[Problem] Please reproduce the data exactly and omit the pictures.

(Dataset entries)
▼

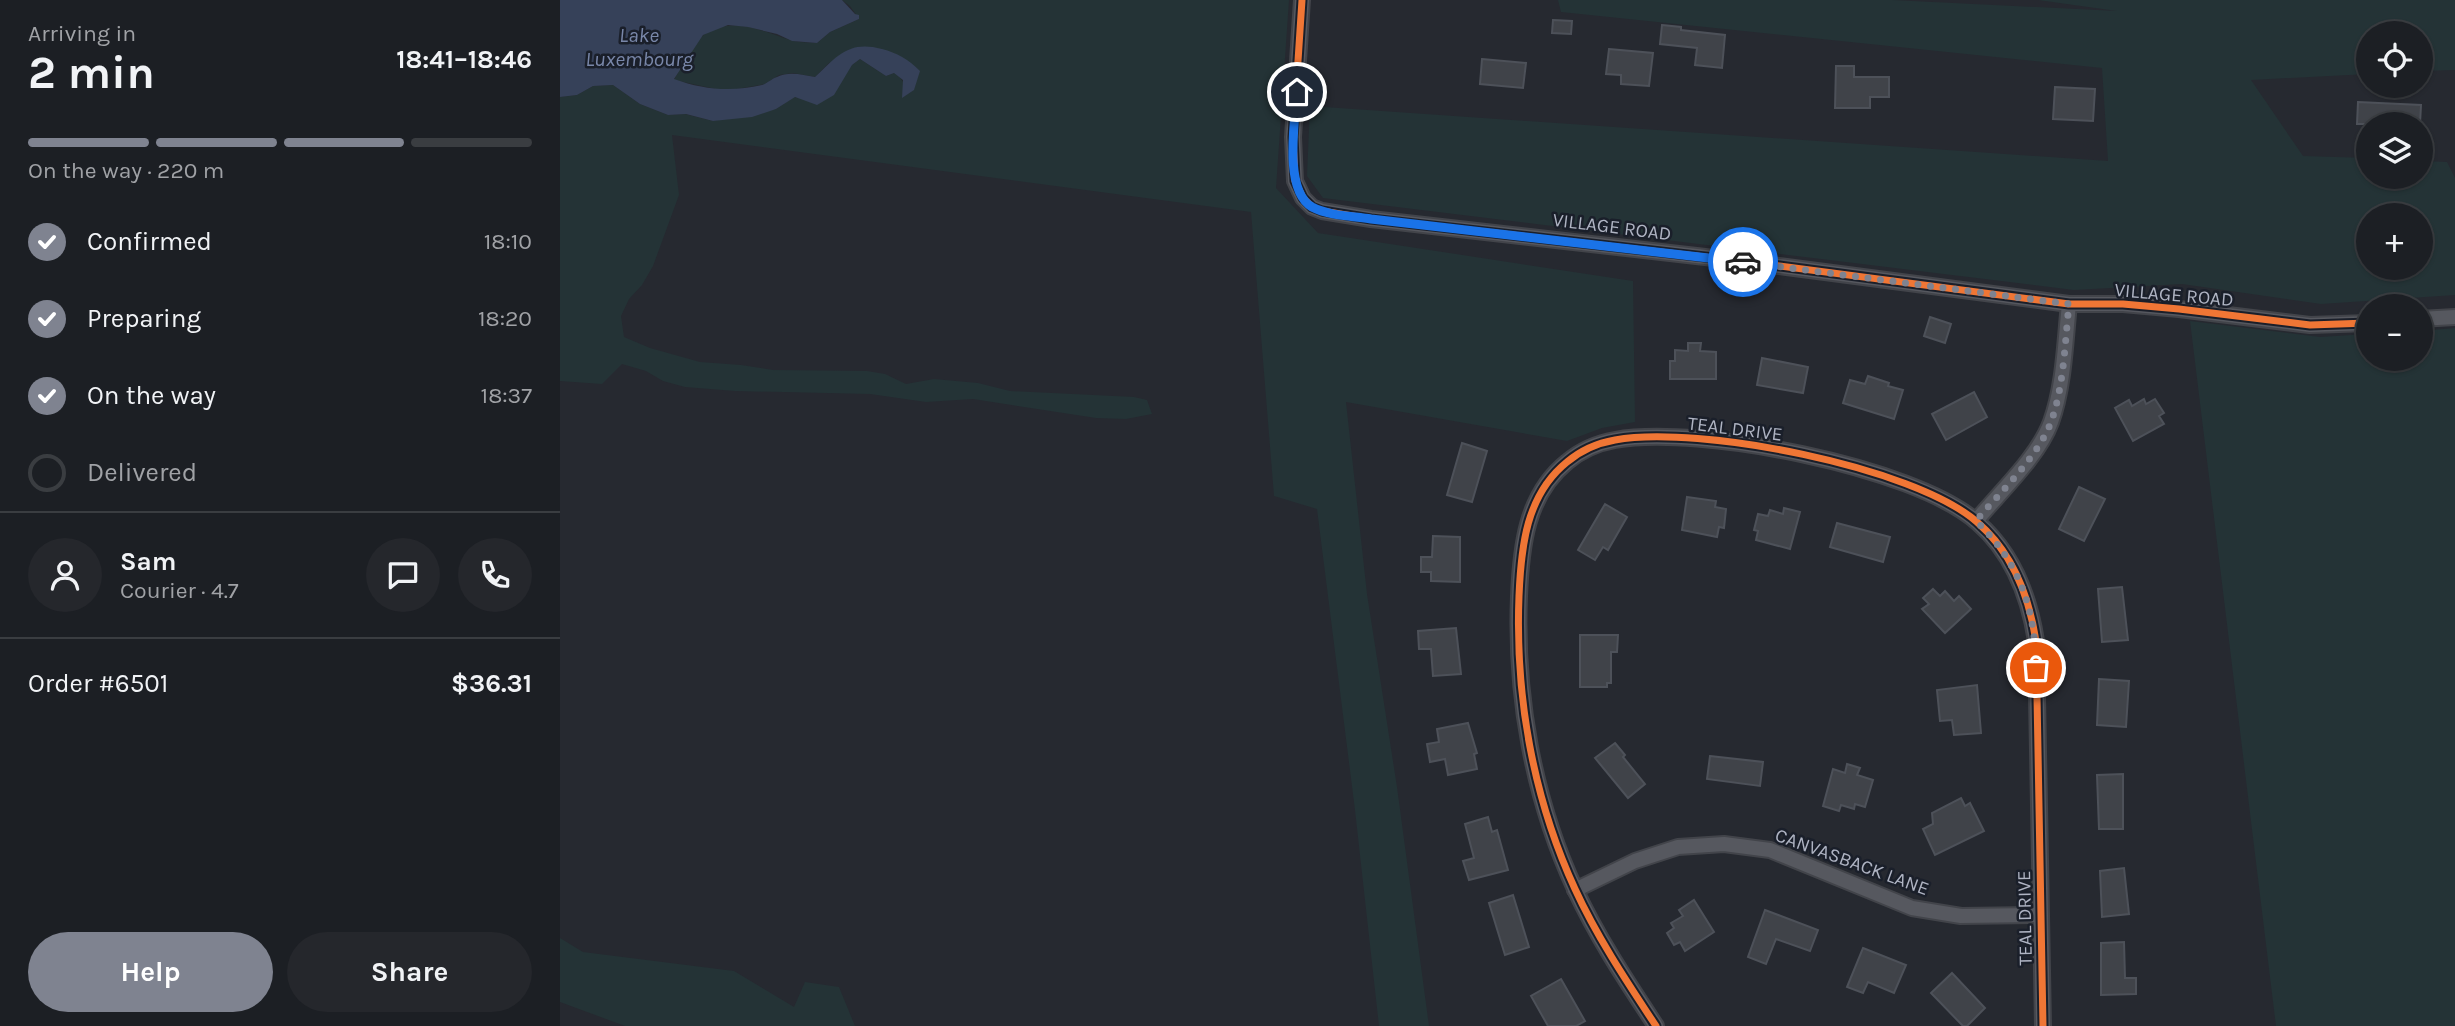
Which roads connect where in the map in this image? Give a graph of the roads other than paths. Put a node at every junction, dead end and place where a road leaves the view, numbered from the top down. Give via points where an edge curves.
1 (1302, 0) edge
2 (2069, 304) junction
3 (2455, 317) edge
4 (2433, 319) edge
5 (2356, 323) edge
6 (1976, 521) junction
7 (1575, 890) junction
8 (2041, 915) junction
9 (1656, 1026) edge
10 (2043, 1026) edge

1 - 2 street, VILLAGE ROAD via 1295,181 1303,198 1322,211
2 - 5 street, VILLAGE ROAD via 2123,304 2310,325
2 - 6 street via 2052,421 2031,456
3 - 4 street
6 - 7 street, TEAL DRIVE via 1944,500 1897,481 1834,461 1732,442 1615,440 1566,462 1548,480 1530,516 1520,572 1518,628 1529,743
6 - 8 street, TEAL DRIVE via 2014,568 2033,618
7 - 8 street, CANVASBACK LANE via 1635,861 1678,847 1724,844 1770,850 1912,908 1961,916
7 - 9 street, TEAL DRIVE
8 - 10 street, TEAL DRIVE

▲

[Exercise solution]
Which roads connect where in the map in this image? Give a graph of the roads other than paths. Put a node at every junction, dead end and place where a road leaves the view, numbered from the top down. Give via points where an edge curves.
1 (1302, 0) edge
2 (2069, 304) junction
3 (2455, 317) edge
4 (2433, 319) edge
5 (2356, 323) edge
6 (1976, 521) junction
7 (1575, 890) junction
8 (2041, 915) junction
9 (1656, 1026) edge
10 (2043, 1026) edge

1 - 2 street, VILLAGE ROAD via 1295,181 1303,198 1322,211
2 - 5 street, VILLAGE ROAD via 2123,304 2310,325
2 - 6 street via 2052,421 2031,456
3 - 4 street
6 - 7 street, TEAL DRIVE via 1944,500 1897,481 1834,461 1732,442 1615,440 1566,462 1548,480 1530,516 1520,572 1518,628 1529,743
6 - 8 street, TEAL DRIVE via 2014,568 2033,618
7 - 8 street, CANVASBACK LANE via 1635,861 1678,847 1724,844 1770,850 1912,908 1961,916
7 - 9 street, TEAL DRIVE
8 - 10 street, TEAL DRIVE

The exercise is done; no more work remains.